Collected data
----

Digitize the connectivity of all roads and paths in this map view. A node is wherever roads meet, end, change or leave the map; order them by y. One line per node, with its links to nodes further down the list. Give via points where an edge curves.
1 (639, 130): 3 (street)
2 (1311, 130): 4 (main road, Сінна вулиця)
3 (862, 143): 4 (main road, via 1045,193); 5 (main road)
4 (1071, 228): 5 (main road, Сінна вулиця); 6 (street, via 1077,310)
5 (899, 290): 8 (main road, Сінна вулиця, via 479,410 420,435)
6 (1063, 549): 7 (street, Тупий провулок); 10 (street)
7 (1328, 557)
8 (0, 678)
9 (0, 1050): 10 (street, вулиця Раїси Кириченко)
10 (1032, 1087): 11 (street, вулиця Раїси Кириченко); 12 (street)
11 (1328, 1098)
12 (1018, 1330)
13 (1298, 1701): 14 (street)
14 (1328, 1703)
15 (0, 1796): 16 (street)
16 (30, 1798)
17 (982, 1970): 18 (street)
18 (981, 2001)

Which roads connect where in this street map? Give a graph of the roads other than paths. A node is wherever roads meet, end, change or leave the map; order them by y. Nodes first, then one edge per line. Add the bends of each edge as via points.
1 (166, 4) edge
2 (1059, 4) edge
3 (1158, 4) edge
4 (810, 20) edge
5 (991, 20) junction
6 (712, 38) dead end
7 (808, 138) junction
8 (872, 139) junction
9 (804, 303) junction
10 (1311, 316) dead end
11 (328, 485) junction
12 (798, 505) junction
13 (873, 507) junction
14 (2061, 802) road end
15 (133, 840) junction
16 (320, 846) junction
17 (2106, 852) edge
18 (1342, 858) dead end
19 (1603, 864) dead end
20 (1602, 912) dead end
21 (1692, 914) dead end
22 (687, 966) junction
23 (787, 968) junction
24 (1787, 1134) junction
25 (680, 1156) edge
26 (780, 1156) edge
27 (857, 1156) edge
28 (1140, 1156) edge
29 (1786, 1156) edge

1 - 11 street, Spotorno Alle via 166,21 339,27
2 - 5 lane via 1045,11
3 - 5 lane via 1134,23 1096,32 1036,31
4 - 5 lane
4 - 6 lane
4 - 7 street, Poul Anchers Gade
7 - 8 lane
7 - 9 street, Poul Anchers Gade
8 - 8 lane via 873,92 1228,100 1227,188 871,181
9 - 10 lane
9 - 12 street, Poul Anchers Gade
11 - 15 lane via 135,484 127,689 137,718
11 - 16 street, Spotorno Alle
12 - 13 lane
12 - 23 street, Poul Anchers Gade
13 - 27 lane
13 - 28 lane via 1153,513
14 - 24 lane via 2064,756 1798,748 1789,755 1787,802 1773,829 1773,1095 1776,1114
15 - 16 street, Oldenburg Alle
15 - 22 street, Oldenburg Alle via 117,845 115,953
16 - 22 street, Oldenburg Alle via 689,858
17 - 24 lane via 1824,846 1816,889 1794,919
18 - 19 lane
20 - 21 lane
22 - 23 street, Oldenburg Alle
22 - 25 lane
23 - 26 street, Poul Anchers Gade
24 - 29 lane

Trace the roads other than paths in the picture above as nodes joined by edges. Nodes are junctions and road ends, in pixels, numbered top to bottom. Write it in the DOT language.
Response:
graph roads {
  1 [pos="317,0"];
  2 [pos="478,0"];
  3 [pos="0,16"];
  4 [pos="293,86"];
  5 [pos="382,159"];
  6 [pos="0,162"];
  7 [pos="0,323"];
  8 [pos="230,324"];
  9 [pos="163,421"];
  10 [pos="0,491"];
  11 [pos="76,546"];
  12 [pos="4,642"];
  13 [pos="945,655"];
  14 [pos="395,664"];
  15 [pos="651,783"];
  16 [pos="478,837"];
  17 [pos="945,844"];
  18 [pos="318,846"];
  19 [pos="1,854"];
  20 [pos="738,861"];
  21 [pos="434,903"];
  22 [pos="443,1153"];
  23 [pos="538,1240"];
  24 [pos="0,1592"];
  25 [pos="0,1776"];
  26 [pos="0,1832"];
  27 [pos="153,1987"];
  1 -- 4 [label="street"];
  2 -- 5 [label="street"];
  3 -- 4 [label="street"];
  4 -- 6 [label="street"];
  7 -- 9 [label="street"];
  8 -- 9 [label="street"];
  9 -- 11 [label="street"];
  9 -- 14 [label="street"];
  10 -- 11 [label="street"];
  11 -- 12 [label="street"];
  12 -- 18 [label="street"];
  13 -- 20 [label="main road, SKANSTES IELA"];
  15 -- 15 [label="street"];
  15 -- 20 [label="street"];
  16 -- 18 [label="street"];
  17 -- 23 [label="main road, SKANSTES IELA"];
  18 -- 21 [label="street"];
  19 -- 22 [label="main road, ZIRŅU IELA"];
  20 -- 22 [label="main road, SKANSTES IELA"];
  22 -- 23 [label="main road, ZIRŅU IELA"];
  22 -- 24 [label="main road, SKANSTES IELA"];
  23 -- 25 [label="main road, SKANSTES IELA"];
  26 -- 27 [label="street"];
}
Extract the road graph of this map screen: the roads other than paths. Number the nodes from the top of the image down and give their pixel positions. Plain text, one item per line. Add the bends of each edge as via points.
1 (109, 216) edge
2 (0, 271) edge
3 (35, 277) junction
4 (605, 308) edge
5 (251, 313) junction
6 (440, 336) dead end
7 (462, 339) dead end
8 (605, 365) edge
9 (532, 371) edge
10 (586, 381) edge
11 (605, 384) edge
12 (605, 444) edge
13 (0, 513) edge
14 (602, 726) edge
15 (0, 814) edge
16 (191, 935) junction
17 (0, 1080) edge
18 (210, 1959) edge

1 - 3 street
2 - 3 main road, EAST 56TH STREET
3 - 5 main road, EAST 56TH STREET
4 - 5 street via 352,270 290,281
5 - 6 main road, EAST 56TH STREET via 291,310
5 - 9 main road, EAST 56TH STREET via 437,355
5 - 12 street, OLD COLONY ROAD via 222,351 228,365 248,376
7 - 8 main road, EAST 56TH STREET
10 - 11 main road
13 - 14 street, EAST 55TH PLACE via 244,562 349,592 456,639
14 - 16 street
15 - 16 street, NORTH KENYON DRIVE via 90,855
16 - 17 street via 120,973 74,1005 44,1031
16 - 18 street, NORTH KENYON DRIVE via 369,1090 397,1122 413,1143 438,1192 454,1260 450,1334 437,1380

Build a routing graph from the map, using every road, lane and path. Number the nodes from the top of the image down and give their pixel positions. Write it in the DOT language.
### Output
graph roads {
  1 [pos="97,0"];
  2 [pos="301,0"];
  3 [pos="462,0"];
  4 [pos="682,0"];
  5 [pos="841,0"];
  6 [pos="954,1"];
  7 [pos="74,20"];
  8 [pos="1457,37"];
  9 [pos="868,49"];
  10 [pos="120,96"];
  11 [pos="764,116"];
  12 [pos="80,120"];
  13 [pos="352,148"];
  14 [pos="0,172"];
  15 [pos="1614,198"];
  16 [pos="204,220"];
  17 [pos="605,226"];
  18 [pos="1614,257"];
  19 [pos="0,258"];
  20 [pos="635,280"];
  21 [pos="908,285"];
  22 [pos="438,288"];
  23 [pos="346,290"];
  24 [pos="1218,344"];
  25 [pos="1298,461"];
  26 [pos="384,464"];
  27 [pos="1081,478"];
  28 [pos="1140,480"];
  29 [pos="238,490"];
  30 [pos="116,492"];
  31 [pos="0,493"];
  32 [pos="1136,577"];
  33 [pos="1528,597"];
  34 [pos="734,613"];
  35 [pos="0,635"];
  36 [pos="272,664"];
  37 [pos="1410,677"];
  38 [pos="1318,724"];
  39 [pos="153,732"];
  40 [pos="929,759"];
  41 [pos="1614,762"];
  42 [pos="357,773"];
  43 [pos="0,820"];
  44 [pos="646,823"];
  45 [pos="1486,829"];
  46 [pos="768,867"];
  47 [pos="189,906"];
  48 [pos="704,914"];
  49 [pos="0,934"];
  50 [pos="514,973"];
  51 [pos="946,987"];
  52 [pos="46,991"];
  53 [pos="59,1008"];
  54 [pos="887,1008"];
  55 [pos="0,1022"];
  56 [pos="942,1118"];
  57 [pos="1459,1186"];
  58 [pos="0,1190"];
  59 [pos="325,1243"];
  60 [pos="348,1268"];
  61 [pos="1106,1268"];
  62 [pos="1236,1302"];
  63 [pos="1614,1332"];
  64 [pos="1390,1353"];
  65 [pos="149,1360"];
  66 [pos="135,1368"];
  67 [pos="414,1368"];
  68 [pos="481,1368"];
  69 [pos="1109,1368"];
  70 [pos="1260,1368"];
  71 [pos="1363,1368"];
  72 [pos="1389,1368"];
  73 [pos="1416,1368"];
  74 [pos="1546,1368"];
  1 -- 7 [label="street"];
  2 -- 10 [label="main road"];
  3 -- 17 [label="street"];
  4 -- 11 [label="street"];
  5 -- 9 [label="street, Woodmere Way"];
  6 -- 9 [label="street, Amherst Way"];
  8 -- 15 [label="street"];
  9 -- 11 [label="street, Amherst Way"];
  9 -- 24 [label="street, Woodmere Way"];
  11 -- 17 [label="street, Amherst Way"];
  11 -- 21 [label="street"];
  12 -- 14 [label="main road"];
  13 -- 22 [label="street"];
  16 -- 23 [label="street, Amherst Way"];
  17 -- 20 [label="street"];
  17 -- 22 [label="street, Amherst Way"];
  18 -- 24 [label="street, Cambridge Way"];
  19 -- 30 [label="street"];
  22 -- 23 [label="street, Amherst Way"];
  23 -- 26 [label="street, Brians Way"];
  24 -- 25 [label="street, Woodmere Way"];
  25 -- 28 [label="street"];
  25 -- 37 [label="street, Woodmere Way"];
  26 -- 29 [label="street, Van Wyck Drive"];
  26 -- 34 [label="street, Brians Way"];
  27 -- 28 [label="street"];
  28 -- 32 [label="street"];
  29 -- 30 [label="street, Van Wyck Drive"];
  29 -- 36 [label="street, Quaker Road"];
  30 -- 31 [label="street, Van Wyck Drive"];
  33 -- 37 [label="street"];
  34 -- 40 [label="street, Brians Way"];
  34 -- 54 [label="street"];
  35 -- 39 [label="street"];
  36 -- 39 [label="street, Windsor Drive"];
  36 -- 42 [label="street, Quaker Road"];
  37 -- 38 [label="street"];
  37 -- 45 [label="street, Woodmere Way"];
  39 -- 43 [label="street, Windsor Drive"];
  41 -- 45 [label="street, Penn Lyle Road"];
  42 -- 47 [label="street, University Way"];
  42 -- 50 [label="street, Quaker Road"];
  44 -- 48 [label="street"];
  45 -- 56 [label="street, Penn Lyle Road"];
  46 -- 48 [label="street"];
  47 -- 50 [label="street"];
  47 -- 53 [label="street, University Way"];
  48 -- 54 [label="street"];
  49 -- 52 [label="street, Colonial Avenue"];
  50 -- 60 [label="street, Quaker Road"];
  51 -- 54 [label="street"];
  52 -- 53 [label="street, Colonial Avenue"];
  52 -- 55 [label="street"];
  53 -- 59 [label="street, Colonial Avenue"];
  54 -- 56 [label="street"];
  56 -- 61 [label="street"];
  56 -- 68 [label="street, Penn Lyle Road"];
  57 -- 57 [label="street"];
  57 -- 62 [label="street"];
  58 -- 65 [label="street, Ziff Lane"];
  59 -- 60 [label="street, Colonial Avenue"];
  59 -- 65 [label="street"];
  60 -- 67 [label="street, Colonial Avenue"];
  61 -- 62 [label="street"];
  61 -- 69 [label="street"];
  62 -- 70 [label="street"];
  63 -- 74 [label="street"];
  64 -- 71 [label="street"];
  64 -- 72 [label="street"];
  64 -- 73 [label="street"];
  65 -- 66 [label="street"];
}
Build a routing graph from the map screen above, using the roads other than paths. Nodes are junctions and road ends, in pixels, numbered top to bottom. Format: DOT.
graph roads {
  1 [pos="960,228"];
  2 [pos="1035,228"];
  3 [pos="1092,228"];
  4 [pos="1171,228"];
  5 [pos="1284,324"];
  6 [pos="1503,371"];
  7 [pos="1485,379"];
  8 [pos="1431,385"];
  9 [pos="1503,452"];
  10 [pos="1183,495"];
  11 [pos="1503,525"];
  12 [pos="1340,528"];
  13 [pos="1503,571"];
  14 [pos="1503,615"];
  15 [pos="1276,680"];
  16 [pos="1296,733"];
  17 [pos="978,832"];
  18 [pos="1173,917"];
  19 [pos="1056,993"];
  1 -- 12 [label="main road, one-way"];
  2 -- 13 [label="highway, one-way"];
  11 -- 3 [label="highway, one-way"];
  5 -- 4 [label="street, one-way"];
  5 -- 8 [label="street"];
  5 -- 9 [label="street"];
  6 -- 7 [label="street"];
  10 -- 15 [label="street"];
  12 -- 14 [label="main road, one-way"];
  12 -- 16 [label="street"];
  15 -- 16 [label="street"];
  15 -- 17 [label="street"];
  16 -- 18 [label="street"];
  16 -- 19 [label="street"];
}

----

__Instructions to follow__
Show every line in the records above that contains the word "Oldenburg".

__Your solution__
15 - 16 street, Oldenburg Alle
15 - 22 street, Oldenburg Alle via 117,845 115,953
16 - 22 street, Oldenburg Alle via 689,858
22 - 23 street, Oldenburg Alle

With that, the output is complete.